Properties for the instance…Calling on the Mappings info and the yet to be mentioned SecurityGroup. This is also where the packages are installed and configured as you can see the scripting here. Also note that this has all been part of “WebServerInstance”. We are just ending that section.

"WebServerSecurityGroup" : {
      "Type" : "AWS::EC2::SecurityGroup",
      "Properties" : {
        "GroupDescription" : "Enable HTTP access via port 80",
        "SecurityGroupIngress" : [
          {"IpProtocol" : "tcp", "FromPort" : "80", "ToPort" : "80", "CidrIp" : "0.0.0.0/0"},
          {"IpProtocol" : "tcp", "FromPort" : "22", "ToPort" : "22", "CidrIp" : { "Ref" : "SSHLocation"}}
        ]
      }
    }
  },

This sets up the security group and allows access to ports 22 and 80 for http and ssh traffic.

"Outputs" : {
    "WebsiteURL" : {
      "Description" : "URL for newly created Apache server",
      "Value" : { "Fn::Join" : ["", ["http://", { "Fn::GetAtt" : [ "WebServerInstance", "PublicDnsName" ]}]] }
    }
  }
}

This section will output the info you need to know the URL of your new instance. You will look in the Output section of your CloudFormation stack to see the info which will be a link you can click to see your webpage.

AWS Command

So now you have your AWS CLI tool installed and you have your template written…now its time to fire up your stack and see the fruits of your labor.
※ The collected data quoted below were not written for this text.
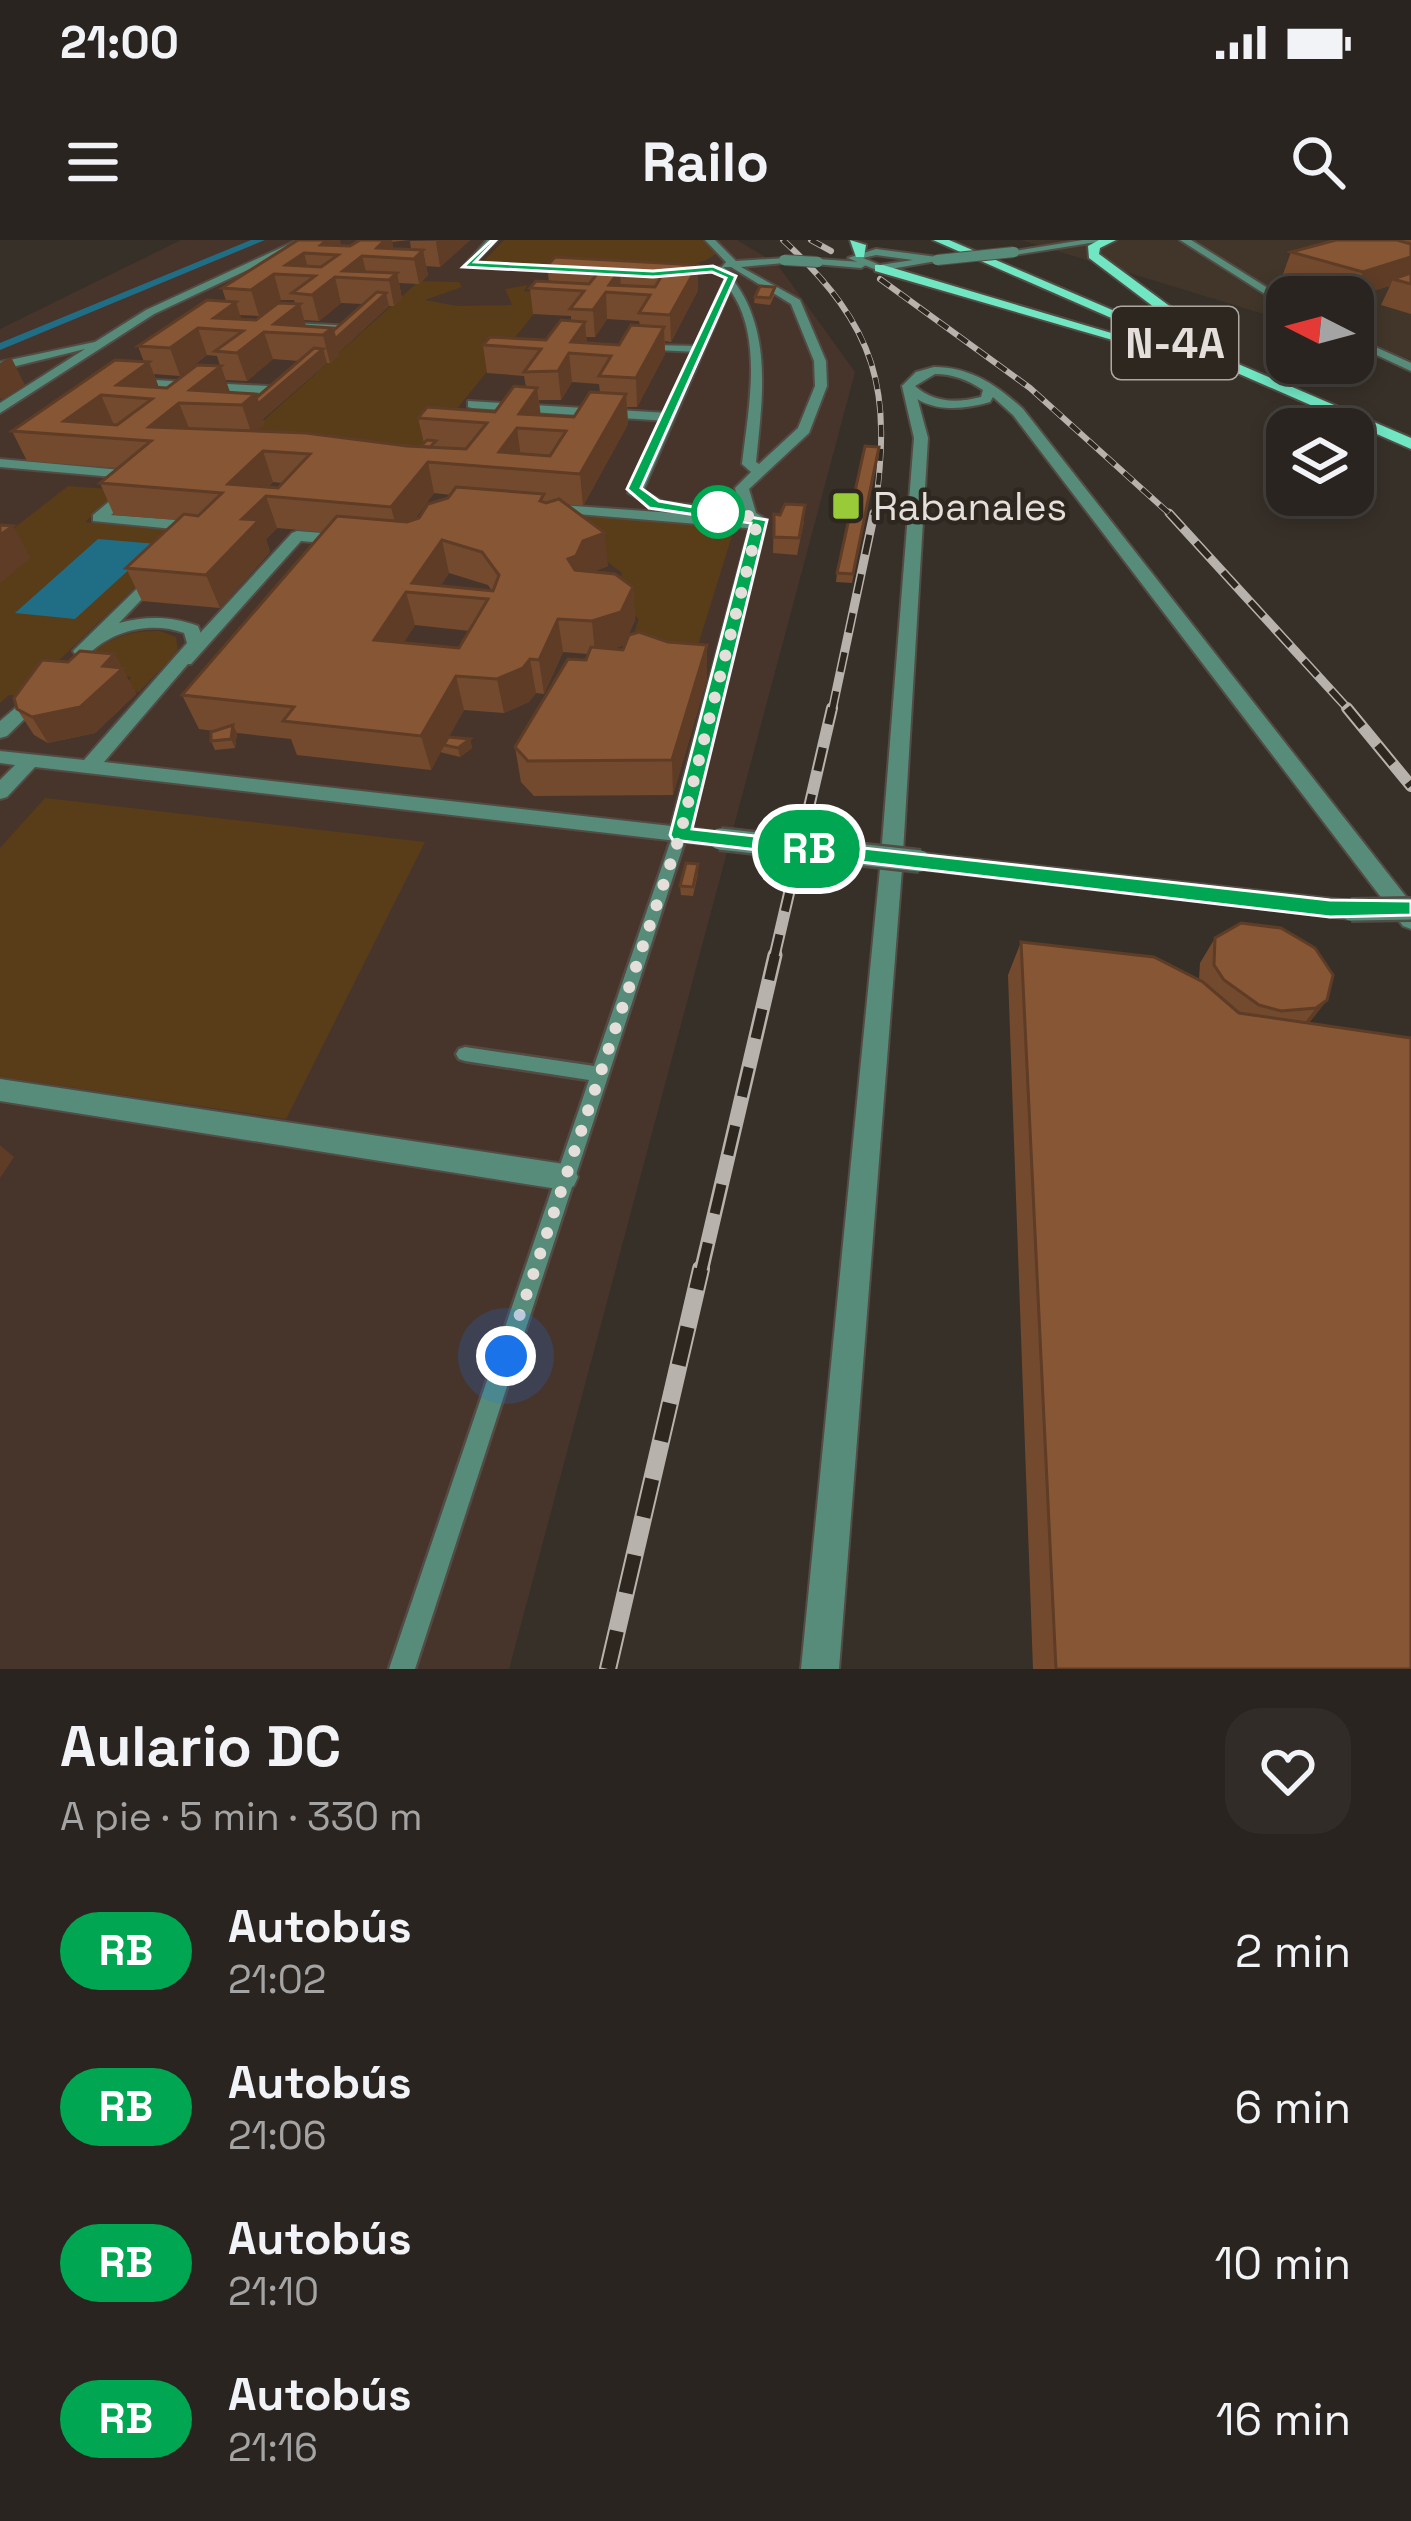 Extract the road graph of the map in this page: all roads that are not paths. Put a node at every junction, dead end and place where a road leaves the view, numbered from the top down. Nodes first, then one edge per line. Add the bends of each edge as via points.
1 (307, 240) edge
2 (492, 240) edge
3 (711, 240) edge
4 (915, 240) edge
5 (939, 240) edge
6 (1072, 240) edge
7 (1107, 240) edge
8 (1180, 242) edge
9 (1018, 252) junction
10 (859, 254) edge
11 (782, 258) junction
12 (904, 261) junction
13 (734, 264) edge
14 (879, 268) junction
15 (593, 271) edge
16 (691, 271) junction
17 (674, 273) edge
18 (1266, 293) edge
19 (263, 323) edge
20 (355, 328) edge
21 (100, 345) junction
22 (656, 347) edge
23 (698, 350) junction
24 (1374, 350) edge
25 (0, 366) edge
26 (1411, 367) edge
27 (0, 375) edge
28 (48, 378) junction
29 (158, 382) edge
30 (1232, 383) junction
31 (908, 386) junction
32 (990, 387) junction
33 (285, 391) edge
34 (472, 404) dead end
35 (970, 404) junction
36 (1287, 408) edge
37 (0, 409) edge
38 (668, 417) junction
39 (1040, 435) junction
40 (1404, 441) edge
41 (1374, 447) edge
42 (0, 463) edge
43 (1411, 464) edge
44 (758, 470) junction
45 (535, 507) edge
46 (750, 513) junction
47 (362, 541) edge
48 (189, 542) edge
49 (174, 558) edge
50 (82, 651) junction
51 (183, 662) junction
52 (65, 667) edge
53 (49, 683) edge
54 (0, 732) edge
55 (0, 757) edge
56 (31, 760) junction
57 (89, 767) junction
58 (0, 792) edge
59 (680, 835) junction
60 (1411, 909) edge
61 (1411, 920) edge
62 (465, 1054) dead end
63 (598, 1074) junction
64 (0, 1090) edge
65 (564, 1177) junction
66 (402, 1669) edge
67 (820, 1669) edge

1 - 21 street via 150,312
2 - 15 street via 467,265
3 - 13 street
4 - 30 main road, N-4A
5 - 40 main road, N-4A
6 - 9 street
7 - 9 street
7 - 40 main road via 1093,255 1206,340
8 - 18 street
9 - 12 street, bridge
10 - 11 street, bridge
10 - 12 street
10 - 14 street
11 - 13 street
11 - 13 street
12 - 14 street
13 - 16 street
13 - 16 street
13 - 23 street
13 - 44 street via 754,325 749,464
13 - 44 street via 796,302 820,361 821,386 804,430
14 - 30 main road via 1078,324
16 - 17 street
19 - 20 street
21 - 25 street
21 - 28 street
22 - 23 street
23 - 38 street
24 - 26 street
27 - 28 street
28 - 37 street
29 - 33 street
30 - 36 main road, N-4A
31 - 32 street via 943,372
31 - 35 street via 932,402
31 - 67 street via 921,438
32 - 35 street via 986,399
32 - 39 street
34 - 38 street
35 - 39 street via 1009,411
38 - 46 street via 634,489 646,500 660,492
39 - 61 street
41 - 43 main road
42 - 48 street via 148,476 98,518 205,526
44 - 46 street via 742,488
45 - 46 street
46 - 59 street
47 - 51 street via 297,536
49 - 50 street
50 - 51 street via 122,627 177,624 196,637
50 - 52 street
51 - 57 street
53 - 54 street
55 - 56 street
56 - 57 street
56 - 58 street
57 - 59 street
59 - 60 street, bridge via 1351,910
59 - 63 lane
62 - 63 lane
63 - 65 lane
64 - 65 street
65 - 66 lane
The command you will want to run is:

aws cloudformation create-stack --stack-name STACK_NAME --template-url https://s3.amazonaws.com/BUCKET_NAME/template.json --parameters  ParameterKey=KeyName,ParameterValue=YOUR_KEY_NAME

This declares that you are using cloudformation to create a new stack, you are giving the stack name, location of where you will download and read the template from, and finally filling in the parameter of your AWS key.
*Remember earlier when I said that if you do not have a “default” for a parameter that you will need to provide it? This is where I was talking about. For the KeyName param we did not provide a default keyname to use. You can pass a number of parameters on the command line as we have here up to a maximum of 60. Really at that point you should be looking at a scripted option to provide those right?

So once you have executed the above command you can look in your CloudFormation and see your stack being created. If it fails it will stop and rollback the creation. Once it completes go to your Output tab and you should see the URL of your webpage. Click it and you should see whatever you put in your index.html file that is in your S3 bucket.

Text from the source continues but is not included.